- **Records provided**

[Start of section]

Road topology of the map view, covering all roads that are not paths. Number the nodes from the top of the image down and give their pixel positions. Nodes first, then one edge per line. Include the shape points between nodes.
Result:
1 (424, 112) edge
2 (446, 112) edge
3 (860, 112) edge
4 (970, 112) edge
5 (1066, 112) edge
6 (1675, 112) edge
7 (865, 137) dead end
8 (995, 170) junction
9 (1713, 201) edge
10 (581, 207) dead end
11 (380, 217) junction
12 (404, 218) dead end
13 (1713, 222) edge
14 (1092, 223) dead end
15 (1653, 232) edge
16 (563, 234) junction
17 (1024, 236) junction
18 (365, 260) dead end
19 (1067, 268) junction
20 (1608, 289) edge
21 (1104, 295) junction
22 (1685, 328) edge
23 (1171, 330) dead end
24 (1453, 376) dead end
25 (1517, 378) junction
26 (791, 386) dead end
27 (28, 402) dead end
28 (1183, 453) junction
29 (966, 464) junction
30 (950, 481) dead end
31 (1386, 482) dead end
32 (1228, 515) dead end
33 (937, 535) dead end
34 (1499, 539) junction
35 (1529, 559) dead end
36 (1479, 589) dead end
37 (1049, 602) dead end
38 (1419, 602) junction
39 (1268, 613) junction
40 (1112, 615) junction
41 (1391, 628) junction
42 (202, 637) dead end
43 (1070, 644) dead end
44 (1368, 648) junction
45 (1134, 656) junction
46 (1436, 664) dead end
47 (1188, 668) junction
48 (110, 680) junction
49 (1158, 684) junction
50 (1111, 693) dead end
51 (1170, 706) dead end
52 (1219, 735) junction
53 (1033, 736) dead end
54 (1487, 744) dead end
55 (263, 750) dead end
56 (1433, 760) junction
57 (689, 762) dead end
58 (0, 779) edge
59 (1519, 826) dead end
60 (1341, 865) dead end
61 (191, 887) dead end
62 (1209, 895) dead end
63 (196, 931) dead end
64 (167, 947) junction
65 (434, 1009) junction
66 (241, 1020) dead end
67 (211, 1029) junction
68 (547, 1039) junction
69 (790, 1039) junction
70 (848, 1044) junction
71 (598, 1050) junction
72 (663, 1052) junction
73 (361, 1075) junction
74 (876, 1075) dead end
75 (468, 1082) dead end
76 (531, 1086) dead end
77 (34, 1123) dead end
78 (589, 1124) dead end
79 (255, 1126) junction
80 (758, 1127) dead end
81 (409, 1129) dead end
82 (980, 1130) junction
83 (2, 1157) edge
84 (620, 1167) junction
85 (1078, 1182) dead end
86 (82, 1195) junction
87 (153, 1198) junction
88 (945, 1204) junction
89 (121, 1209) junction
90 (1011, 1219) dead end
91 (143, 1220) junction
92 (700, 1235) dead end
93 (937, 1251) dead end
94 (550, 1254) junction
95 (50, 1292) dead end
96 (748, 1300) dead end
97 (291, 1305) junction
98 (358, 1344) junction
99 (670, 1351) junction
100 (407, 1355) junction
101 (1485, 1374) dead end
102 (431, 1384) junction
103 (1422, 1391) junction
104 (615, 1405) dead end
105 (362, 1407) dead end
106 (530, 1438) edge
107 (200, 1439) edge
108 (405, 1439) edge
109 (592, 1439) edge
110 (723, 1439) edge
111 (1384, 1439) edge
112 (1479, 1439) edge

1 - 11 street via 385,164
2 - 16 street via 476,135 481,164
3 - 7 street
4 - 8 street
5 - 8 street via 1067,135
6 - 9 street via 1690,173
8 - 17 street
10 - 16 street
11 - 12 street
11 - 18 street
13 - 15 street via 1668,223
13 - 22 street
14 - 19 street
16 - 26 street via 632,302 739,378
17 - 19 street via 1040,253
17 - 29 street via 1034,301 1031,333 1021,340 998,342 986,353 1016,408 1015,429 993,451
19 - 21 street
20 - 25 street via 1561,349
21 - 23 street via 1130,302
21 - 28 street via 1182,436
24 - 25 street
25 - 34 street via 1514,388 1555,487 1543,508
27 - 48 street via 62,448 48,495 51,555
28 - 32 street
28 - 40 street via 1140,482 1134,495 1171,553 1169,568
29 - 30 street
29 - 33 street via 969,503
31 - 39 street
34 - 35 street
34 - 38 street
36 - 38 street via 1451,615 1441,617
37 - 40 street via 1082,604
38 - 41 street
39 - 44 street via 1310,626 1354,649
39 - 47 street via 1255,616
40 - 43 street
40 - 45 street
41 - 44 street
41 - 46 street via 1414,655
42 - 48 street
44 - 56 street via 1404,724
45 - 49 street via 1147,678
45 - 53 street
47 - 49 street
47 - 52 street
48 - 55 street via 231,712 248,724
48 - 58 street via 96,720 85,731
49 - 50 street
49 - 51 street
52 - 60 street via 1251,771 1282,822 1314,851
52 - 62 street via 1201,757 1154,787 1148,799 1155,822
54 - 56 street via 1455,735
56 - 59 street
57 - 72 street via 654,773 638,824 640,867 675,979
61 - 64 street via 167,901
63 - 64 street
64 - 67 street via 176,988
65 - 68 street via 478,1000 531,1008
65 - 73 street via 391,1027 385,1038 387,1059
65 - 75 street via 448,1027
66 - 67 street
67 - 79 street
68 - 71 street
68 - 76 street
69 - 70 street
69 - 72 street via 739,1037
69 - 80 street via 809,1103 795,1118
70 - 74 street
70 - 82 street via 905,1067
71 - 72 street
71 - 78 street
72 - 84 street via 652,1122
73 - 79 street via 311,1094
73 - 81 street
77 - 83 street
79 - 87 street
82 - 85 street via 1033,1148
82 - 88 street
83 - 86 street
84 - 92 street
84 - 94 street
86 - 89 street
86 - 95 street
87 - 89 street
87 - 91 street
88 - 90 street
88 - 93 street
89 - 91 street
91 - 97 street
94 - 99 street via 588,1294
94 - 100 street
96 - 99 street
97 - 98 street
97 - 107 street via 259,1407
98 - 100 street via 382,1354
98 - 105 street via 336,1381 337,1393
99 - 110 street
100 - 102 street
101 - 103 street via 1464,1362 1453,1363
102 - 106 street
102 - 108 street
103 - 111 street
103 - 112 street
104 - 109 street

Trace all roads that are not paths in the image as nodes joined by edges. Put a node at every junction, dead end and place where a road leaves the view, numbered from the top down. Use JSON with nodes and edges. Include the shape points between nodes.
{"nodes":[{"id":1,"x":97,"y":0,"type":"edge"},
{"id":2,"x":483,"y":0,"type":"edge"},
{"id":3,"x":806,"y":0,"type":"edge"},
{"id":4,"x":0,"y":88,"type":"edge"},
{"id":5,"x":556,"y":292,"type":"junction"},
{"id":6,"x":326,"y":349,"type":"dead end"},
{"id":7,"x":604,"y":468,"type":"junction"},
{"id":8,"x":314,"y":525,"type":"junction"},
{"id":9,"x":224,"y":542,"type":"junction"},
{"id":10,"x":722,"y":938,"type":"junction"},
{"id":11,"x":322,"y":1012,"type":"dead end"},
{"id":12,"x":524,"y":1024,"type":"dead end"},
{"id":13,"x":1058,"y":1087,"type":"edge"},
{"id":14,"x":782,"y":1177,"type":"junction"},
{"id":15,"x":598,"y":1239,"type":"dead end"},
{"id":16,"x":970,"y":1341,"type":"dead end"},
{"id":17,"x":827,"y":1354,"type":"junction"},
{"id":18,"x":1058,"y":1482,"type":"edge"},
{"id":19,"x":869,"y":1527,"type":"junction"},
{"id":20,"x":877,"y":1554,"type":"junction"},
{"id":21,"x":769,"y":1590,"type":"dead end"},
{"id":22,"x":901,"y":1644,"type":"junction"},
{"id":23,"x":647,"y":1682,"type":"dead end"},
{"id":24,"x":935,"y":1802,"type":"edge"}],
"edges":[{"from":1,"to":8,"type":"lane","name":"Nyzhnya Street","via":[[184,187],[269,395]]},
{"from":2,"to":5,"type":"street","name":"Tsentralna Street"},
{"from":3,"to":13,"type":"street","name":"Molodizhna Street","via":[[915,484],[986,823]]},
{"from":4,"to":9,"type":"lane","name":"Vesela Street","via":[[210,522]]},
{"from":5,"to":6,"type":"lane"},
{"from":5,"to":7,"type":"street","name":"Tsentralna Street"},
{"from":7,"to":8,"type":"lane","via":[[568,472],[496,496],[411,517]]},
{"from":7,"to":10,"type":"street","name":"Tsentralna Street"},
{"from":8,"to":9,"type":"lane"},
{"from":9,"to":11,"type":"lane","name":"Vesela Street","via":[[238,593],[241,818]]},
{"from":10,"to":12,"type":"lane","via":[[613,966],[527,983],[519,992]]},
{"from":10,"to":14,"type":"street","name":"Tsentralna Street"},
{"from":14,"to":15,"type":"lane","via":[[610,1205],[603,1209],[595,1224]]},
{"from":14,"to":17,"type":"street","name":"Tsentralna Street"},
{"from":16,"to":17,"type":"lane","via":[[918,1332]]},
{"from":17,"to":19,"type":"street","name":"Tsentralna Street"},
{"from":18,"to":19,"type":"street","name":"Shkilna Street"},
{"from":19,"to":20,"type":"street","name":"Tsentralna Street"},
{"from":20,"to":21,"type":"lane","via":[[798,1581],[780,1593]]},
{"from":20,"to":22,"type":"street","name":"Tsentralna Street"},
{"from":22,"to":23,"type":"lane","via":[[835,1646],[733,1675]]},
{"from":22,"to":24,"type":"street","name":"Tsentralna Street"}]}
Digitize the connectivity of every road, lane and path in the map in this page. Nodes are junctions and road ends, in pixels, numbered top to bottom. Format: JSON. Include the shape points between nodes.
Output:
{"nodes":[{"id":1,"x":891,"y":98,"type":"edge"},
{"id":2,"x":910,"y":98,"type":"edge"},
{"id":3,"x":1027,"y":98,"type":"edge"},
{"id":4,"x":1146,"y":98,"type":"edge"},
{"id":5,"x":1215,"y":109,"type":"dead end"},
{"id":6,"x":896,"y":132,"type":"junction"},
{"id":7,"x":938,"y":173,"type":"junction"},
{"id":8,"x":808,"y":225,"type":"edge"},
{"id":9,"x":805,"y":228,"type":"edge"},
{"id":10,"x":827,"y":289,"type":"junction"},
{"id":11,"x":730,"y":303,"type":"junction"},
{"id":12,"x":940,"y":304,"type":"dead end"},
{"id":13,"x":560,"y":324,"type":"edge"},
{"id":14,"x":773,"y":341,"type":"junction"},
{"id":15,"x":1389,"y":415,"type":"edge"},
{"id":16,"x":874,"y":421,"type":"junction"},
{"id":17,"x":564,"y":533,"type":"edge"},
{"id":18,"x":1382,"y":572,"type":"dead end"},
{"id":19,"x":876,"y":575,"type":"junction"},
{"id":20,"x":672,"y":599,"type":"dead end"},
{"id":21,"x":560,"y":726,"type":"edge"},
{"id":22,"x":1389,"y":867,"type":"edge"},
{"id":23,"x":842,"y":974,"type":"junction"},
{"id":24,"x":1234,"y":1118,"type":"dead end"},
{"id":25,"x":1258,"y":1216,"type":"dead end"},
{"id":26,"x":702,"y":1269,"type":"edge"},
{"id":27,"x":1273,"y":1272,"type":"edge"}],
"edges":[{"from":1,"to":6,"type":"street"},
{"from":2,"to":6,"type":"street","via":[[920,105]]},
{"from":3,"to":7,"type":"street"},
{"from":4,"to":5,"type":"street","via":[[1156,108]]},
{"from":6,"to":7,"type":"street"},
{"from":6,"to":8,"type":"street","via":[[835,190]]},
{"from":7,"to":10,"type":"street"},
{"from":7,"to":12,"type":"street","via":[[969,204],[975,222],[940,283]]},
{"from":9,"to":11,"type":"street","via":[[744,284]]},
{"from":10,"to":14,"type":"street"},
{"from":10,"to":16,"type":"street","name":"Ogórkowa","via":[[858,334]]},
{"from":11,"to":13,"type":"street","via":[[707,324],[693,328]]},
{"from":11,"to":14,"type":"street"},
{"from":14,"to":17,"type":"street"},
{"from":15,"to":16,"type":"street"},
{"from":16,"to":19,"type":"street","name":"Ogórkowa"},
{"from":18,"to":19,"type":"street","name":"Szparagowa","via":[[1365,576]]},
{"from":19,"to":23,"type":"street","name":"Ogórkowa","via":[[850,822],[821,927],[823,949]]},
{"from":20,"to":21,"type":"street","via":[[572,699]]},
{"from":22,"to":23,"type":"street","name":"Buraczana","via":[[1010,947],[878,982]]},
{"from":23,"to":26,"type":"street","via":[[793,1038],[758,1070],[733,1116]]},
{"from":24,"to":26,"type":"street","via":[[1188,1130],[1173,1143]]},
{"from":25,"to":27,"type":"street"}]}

[End of section]

- **Problem requirements**
Copy down each line in the entries that has the word "view".

- **Problem solution**
Road topology of the map view, covering all roads that are not paths. Number the nodes from the top of the image down and give their pixel positions. Nodes first, then one edge per line. Include the shape points between nodes.
Trace all roads that are not paths in the image as nodes joined by edges. Put a node at every junction, dead end and place where a road leaves the view, numbered from the top down. Use JSON with nodes and edges. Include the shape points between nodes.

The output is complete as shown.